Eczema is inflammatory disease which is responsible for development of chronic, non-infectious condition of the skin. The most common symptoms are redness and itchiness of the skin, but vesicles (small blistres) can also form. Due to their fragility, vesicles often burst and release the stored liquid. The texture of the skin changes to rough: more dry, cracked, and thickened to touch.
Eczema occurs in phases. There are periods when it peaks and becomes severe. Or there are periods of decline when the condition occurs at the minimal level. Moreover, in some cases, eczema can temporarily disappear from affected areas.
The areas of affected skin and severity of symptoms are unique to each individual and depend on the age. For example, babies with eczema have affected cheeks, arms, legs, back, stomach area, or chest. Meanwhile, children, teenagers, and adults have eczema on the inner part of elbows, back of knees, neck, palms, and soles.
Generally, eczema is triggered by dysregulated immune mechanisms. Patients diagnosed with eczema lack protection from germs in the corneal layer of the skin. The inflammatory response had damaged that layer. Approximately 30-40% of patients have an allergic type of eczema. They usually have more complicated cases of skin inflammation. Besides eczema, they also have either allergic asthma or hay fever. The immune system responses to allergens through the release of antibodies, which in return causes inflammation. Some of the allergens that are potentially linked with eczema are food products (eggs, milk, fish, or nuts), pollen, and dust. However, in most cases, it is impossibles to establish one definitive reason for eczema. Moreover, extreme cold, heat, smoke from cigarettes, and wool can also trigger the disease.
In certain circumstances, dermatitis (eczema) can be caused by the direct impact on the skin of the external allergens causing so-called allergic contact dermatitis. The most common scenarios id the development of dermatitis as an allergic reaction to the metals (nickel, cobalt), baby wipes (methylisothiazolinone), hair colour products (paraphenylenediamine) and many others. In this circumstance the specific diagnostic test (patch test) is involved. The patch test is different from the skin prick test that is used in allergy clinics and mostly indicated for the diagnosis of the hives and is not really helpful in the diagnosis ofthe allergic dermatitis.
Eczema (dermatitis) is diagnosed by a dermatologist through a physical exam. If alergic reaction is suspected a patch test may be assigned in order to determine further causes. Centre for Medical and Surgical Dermatology offers patch testing as part of the treatment if required. For more information about this test, visit the following link:
Since eczema is a chronic disease, it cannot be completely cured; however, it can be properly maintained. The symptoms of itchiness, redness, and dryness can be regulated by a careful skin care routine and by prescribed medications. Steroid creams may be prescribed because they reduce skin inflammation and itchiness. Besides topical steroids, other classes of medications are widely used, for instance, topical calcineurin inhibitors (tacrolimus, pimecrolimus), and phosphodiesterase-4 inhibitor (crisaborole).

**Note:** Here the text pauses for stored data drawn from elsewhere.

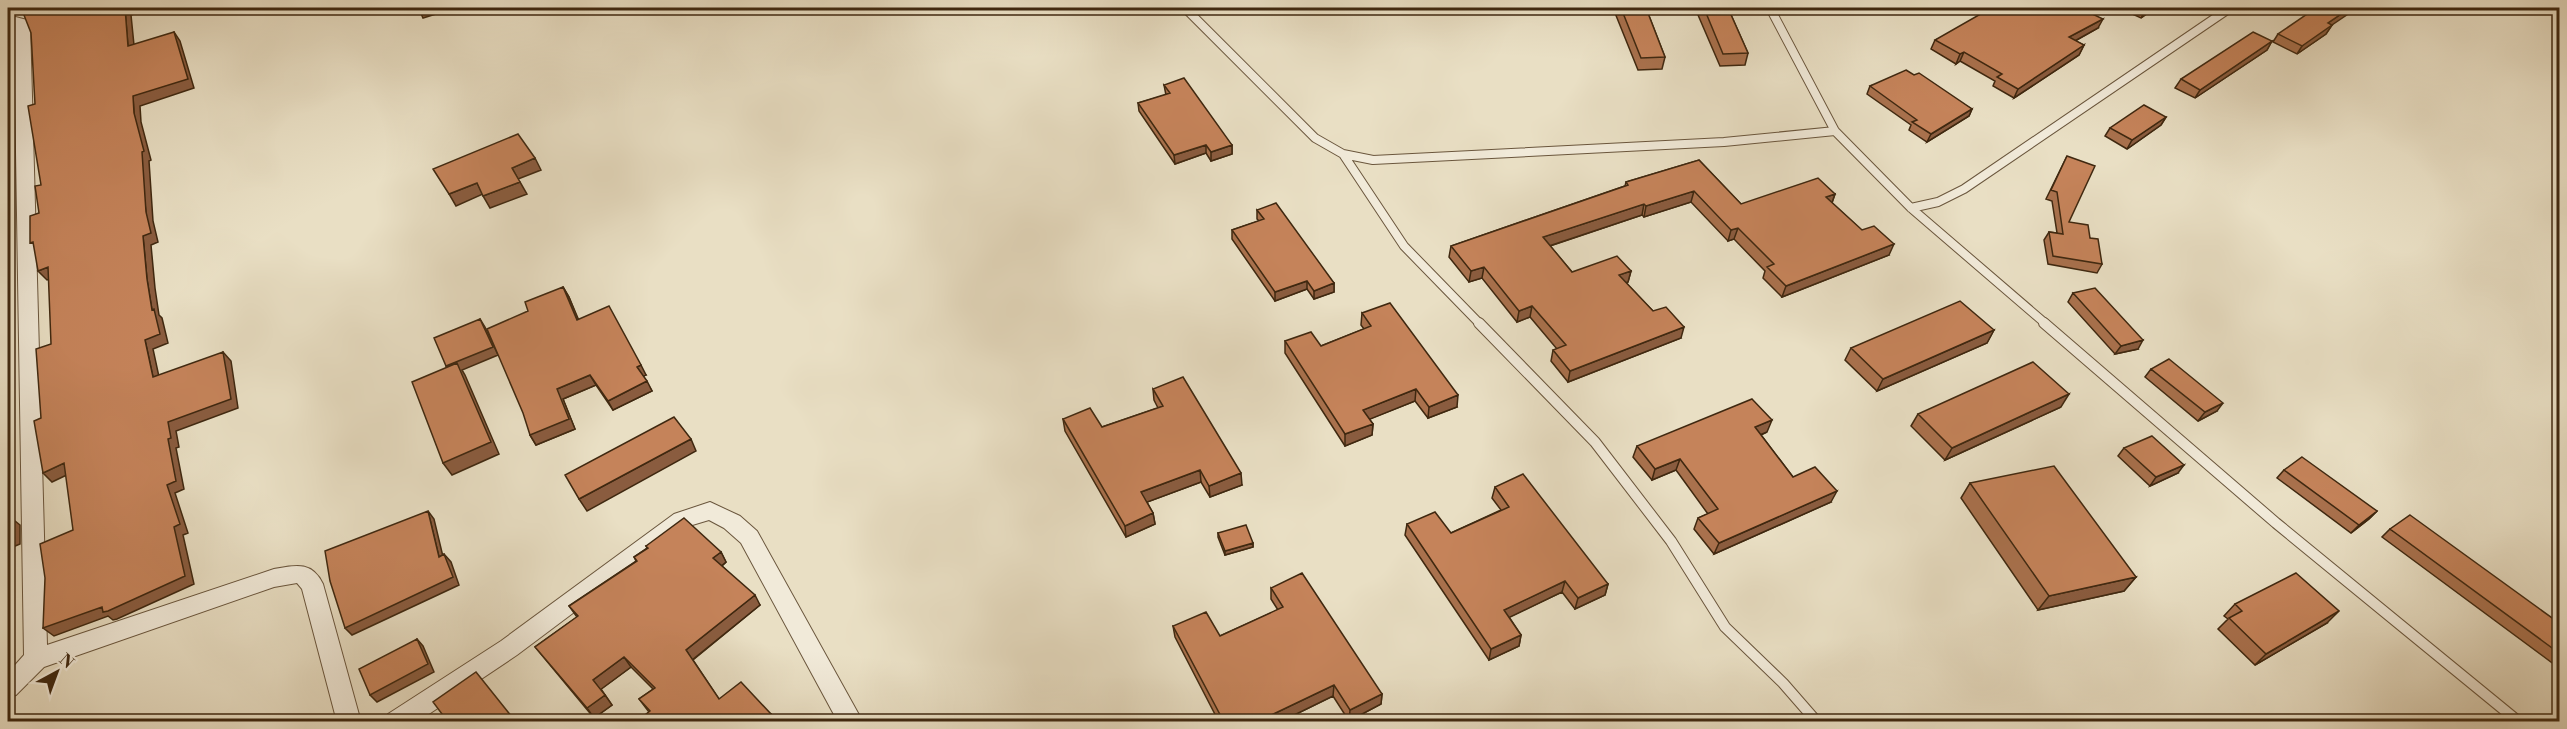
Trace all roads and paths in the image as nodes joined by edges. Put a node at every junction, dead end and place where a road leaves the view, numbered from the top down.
1 (1185, 8) edge
2 (1770, 8) edge
3 (2230, 8) edge
4 (8, 20) edge
5 (1835, 131) junction
6 (1343, 153) junction
7 (1911, 208) junction
8 (36, 659) junction
9 (8, 688) edge
10 (2504, 716) edge
11 (349, 722) edge
12 (396, 722) edge
13 (851, 722) edge
14 (1816, 722) edge
15 (2519, 722) edge

1 - 6 lane
2 - 5 lane
3 - 7 lane
4 - 8 street
5 - 6 lane
5 - 7 lane
6 - 14 lane
7 - 10 lane
8 - 9 street
8 - 11 street
10 - 15 lane
12 - 13 street

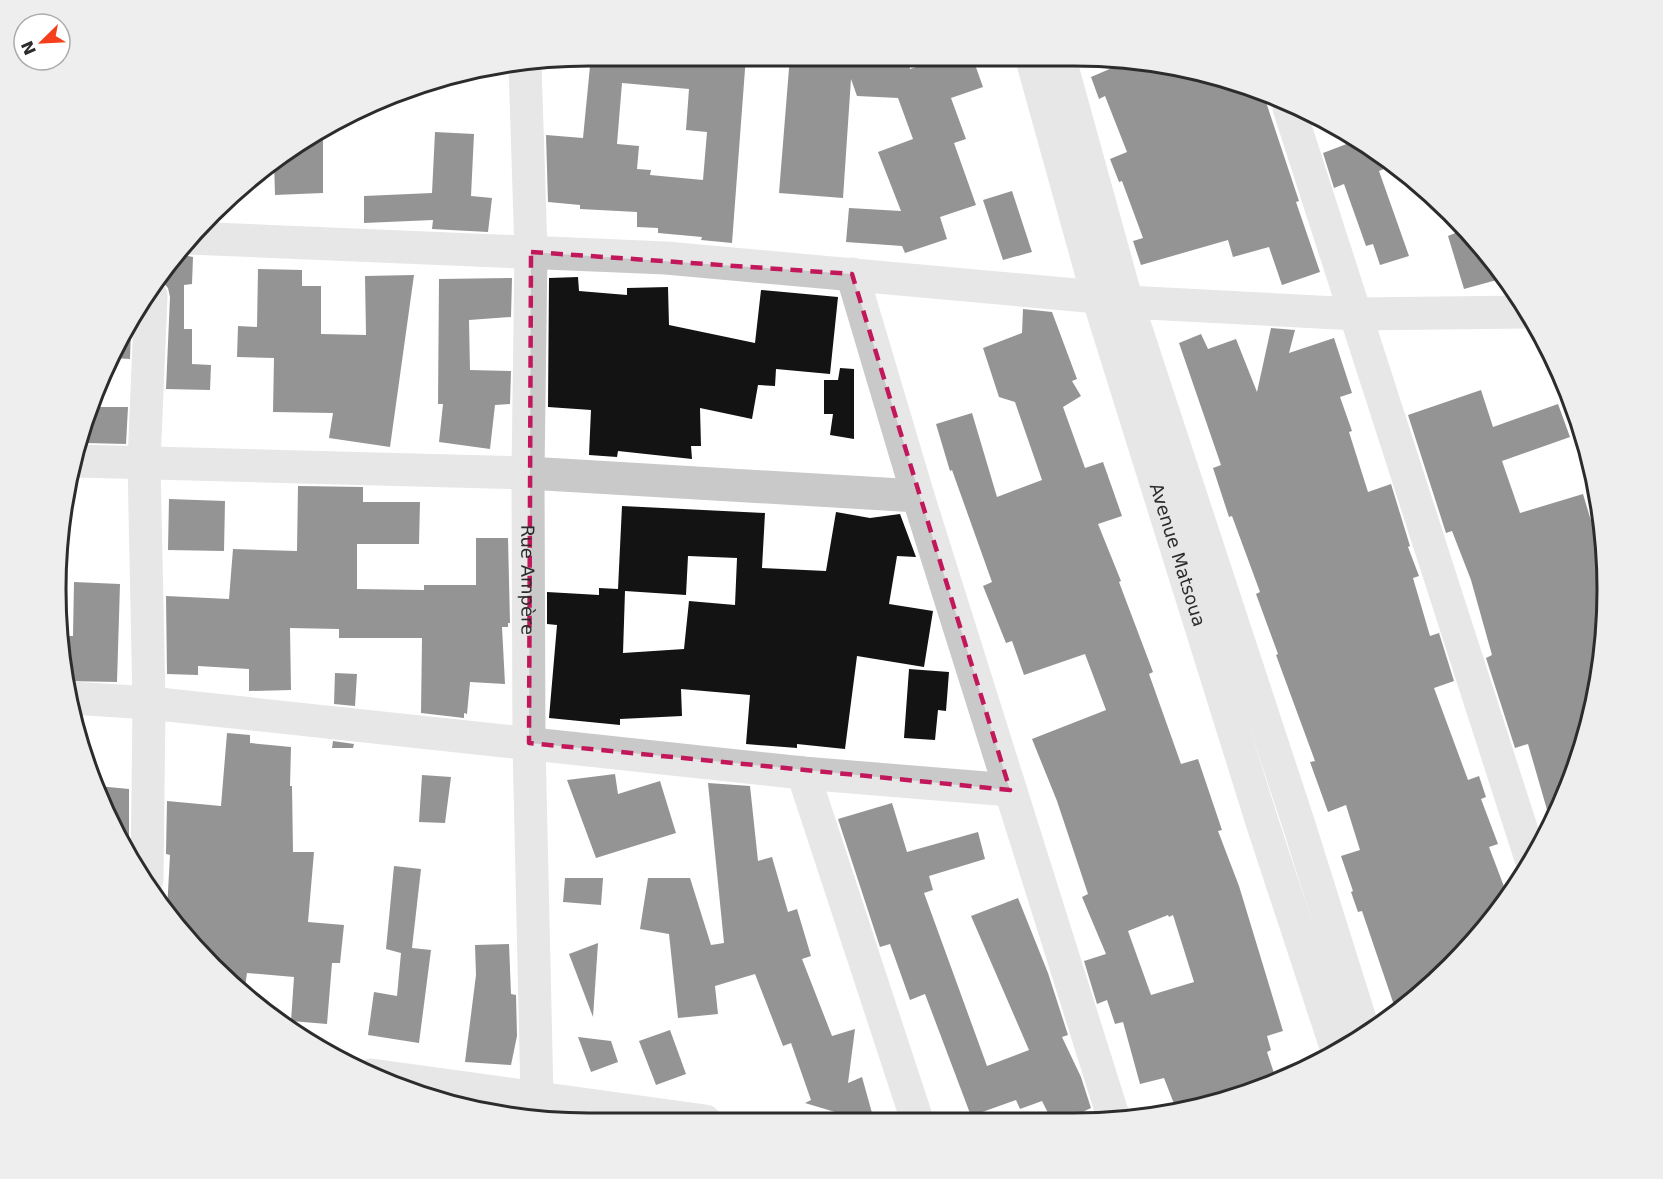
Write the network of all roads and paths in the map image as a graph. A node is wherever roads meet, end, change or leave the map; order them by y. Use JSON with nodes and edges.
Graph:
{"nodes":[{"id":1,"x":1034,"y":66,"type":"edge"},
{"id":2,"x":1061,"y":66,"type":"edge"},
{"id":3,"x":525,"y":70,"type":"edge"},
{"id":4,"x":1291,"y":114,"type":"edge"},
{"id":5,"x":201,"y":239,"type":"edge"},
{"id":6,"x":531,"y":252,"type":"junction"},
{"id":7,"x":852,"y":274,"type":"junction"},
{"id":8,"x":1112,"y":300,"type":"junction"},
{"id":9,"x":152,"y":303,"type":"edge"},
{"id":10,"x":1517,"y":312,"type":"edge"},
{"id":11,"x":1356,"y":314,"type":"junction"},
{"id":12,"x":82,"y":461,"type":"edge"},
{"id":13,"x":144,"y":462,"type":"junction"},
{"id":14,"x":528,"y":473,"type":"junction"},
{"id":15,"x":918,"y":496,"type":"junction"},
{"id":16,"x":78,"y":698,"type":"edge"},
{"id":17,"x":149,"y":703,"type":"junction"},
{"id":18,"x":529,"y":743,"type":"junction"},
{"id":19,"x":803,"y":773,"type":"junction"},
{"id":20,"x":1010,"y":790,"type":"junction"},
{"id":21,"x":1528,"y":850,"type":"edge"},
{"id":22,"x":147,"y":869,"type":"edge"},
{"id":23,"x":1362,"y":1026,"type":"edge"},
{"id":24,"x":1335,"y":1043,"type":"edge"},
{"id":25,"x":439,"y":1090,"type":"edge"},
{"id":26,"x":537,"y":1097,"type":"junction"},
{"id":27,"x":481,"y":1100,"type":"edge"},
{"id":28,"x":1112,"y":1112,"type":"edge"},
{"id":29,"x":648,"y":1113,"type":"edge"},
{"id":30,"x":915,"y":1113,"type":"edge"}],
"edges":[{"from":1,"to":8,"type":"street","name":"Avenue Matsoua"},
{"from":2,"to":8,"type":"street","name":"Avenue Matsoua"},
{"from":3,"to":6,"type":"street","name":"Rue Ampère"},
{"from":4,"to":11,"type":"street"},
{"from":5,"to":6,"type":"street"},
{"from":6,"to":7,"type":"street"},
{"from":6,"to":14,"type":"street","name":"Rue Ampère"},
{"from":7,"to":8,"type":"street"},
{"from":7,"to":15,"type":"street"},
{"from":8,"to":11,"type":"street"},
{"from":8,"to":23,"type":"street","name":"Avenue Matsoua"},
{"from":8,"to":24,"type":"street","name":"Avenue Matsoua"},
{"from":9,"to":13,"type":"street"},
{"from":10,"to":11,"type":"street"},
{"from":11,"to":21,"type":"street"},
{"from":12,"to":13,"type":"street"},
{"from":13,"to":14,"type":"street"},
{"from":13,"to":17,"type":"street"},
{"from":14,"to":15,"type":"street"},
{"from":14,"to":18,"type":"street","name":"Rue Ampère"},
{"from":15,"to":20,"type":"street"},
{"from":16,"to":17,"type":"street"},
{"from":17,"to":18,"type":"street"},
{"from":17,"to":22,"type":"street"},
{"from":18,"to":19,"type":"street"},
{"from":18,"to":26,"type":"street","name":"Rue Ampère"},
{"from":19,"to":20,"type":"street"},
{"from":19,"to":30,"type":"street"},
{"from":20,"to":28,"type":"street"},
{"from":25,"to":27,"type":"street"},
{"from":26,"to":27,"type":"street"},
{"from":26,"to":29,"type":"street"}]}
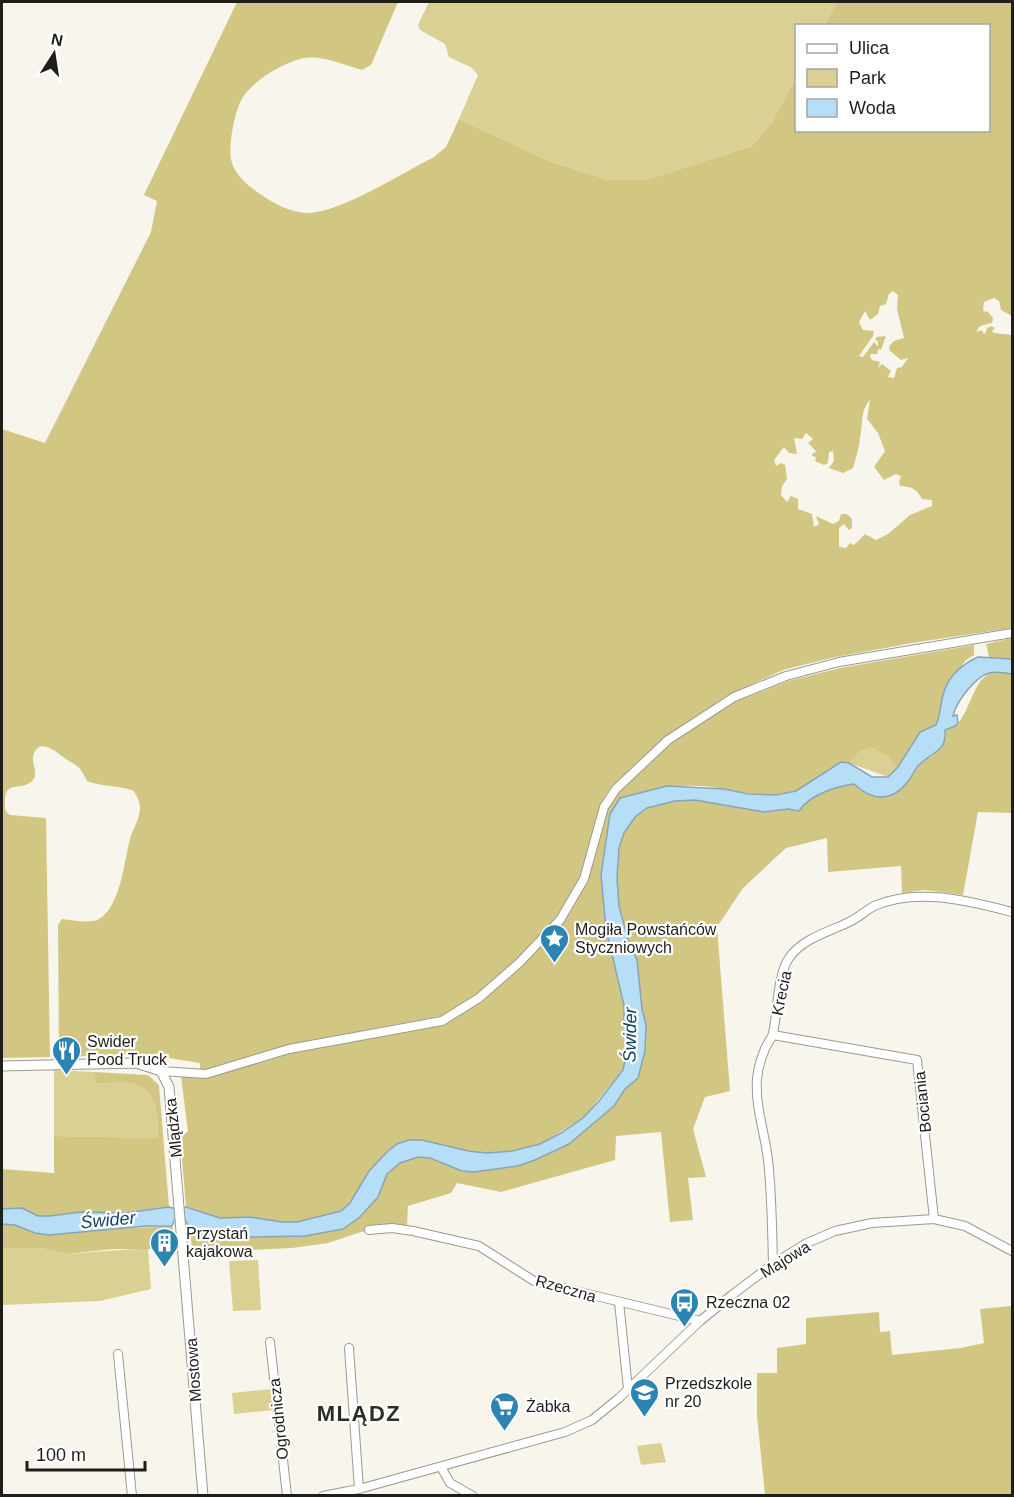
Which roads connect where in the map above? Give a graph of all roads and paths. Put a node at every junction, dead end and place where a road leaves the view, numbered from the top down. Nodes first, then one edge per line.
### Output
1 (1012, 633) edge
2 (1012, 912) edge
3 (773, 1035) junction
4 (2, 1066) edge
5 (161, 1071) junction
6 (934, 1219) junction
7 (369, 1230) dead end
8 (183, 1244) joint
9 (1012, 1251) edge
10 (773, 1264) junction
11 (619, 1302) junction
12 (700, 1321) junction
13 (270, 1342) dead end
14 (349, 1348) dead end
15 (118, 1354) dead end
16 (628, 1389) junction
17 (441, 1467) junction
18 (359, 1488) junction
19 (132, 1496) edge
20 (204, 1496) edge
21 (287, 1496) edge
22 (323, 1496) edge
23 (473, 1496) edge

1 - 5 street
2 - 3 street, Krecia
3 - 6 street, Bociania
3 - 10 street, Krecia
4 - 5 street
5 - 8 street, Mlądzka
6 - 9 street, Majowa
6 - 10 street, Majowa
7 - 11 street, Rzeczna
8 - 20 street, Mostowa
10 - 12 street, Majowa
11 - 12 street, Rzeczna
11 - 16 street
12 - 16 street, Majowa
13 - 21 street, Ogrodnicza
14 - 18 street
15 - 19 street
16 - 17 street, Majowa
17 - 18 street, Majowa
17 - 23 street
18 - 22 street, Majowa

Special soaps, cleansers, showers gels, and shampoos will help to maintain the regulation of skin as well. It is also recommended to use moisturizers at least twice a day to prevent the skin from over drying and irritation. The suggested list of products and options is usually discussed with patient during the follow up appointment.
Besides the usage of various topical products, ultraviolet (UV) light can be also incorporated as part of the treatment. Centre for Medical and Surgical Dermatology also offers treatment of eczema by phototherapy. The UV light helps to block immune mechanism that happen to be dysregulated (cause inflammation). For more information about this treatment option, visit the following link:
Systemic medications can be used as an alternative treatment method to topical treatments and phototherapy if the condition of eczema appears to be severe. In medical dermatology, pills and/or injections are considered as types of systemic medications. Antibiotics, mycophenolate mofetil, oral or injectional corticosteroids, azathioprine, small molecules immunosuppressants like methotrexate, ciclosporin, and many more are examples of systemic medications that can be prescribed by a dermatologist to manage severe eczema. Also, there is new biologic medication on the market Dupilumab that is approved for the treatment of severe eczema.
The systemic treatment for eczema should be prescribed only by a board-certified dermatologist who is experienced in managing complex skin conditions. To find a board-certified dermatologist can be done through the service “Find a Dermatologist” of the Canadian Dermatology Association.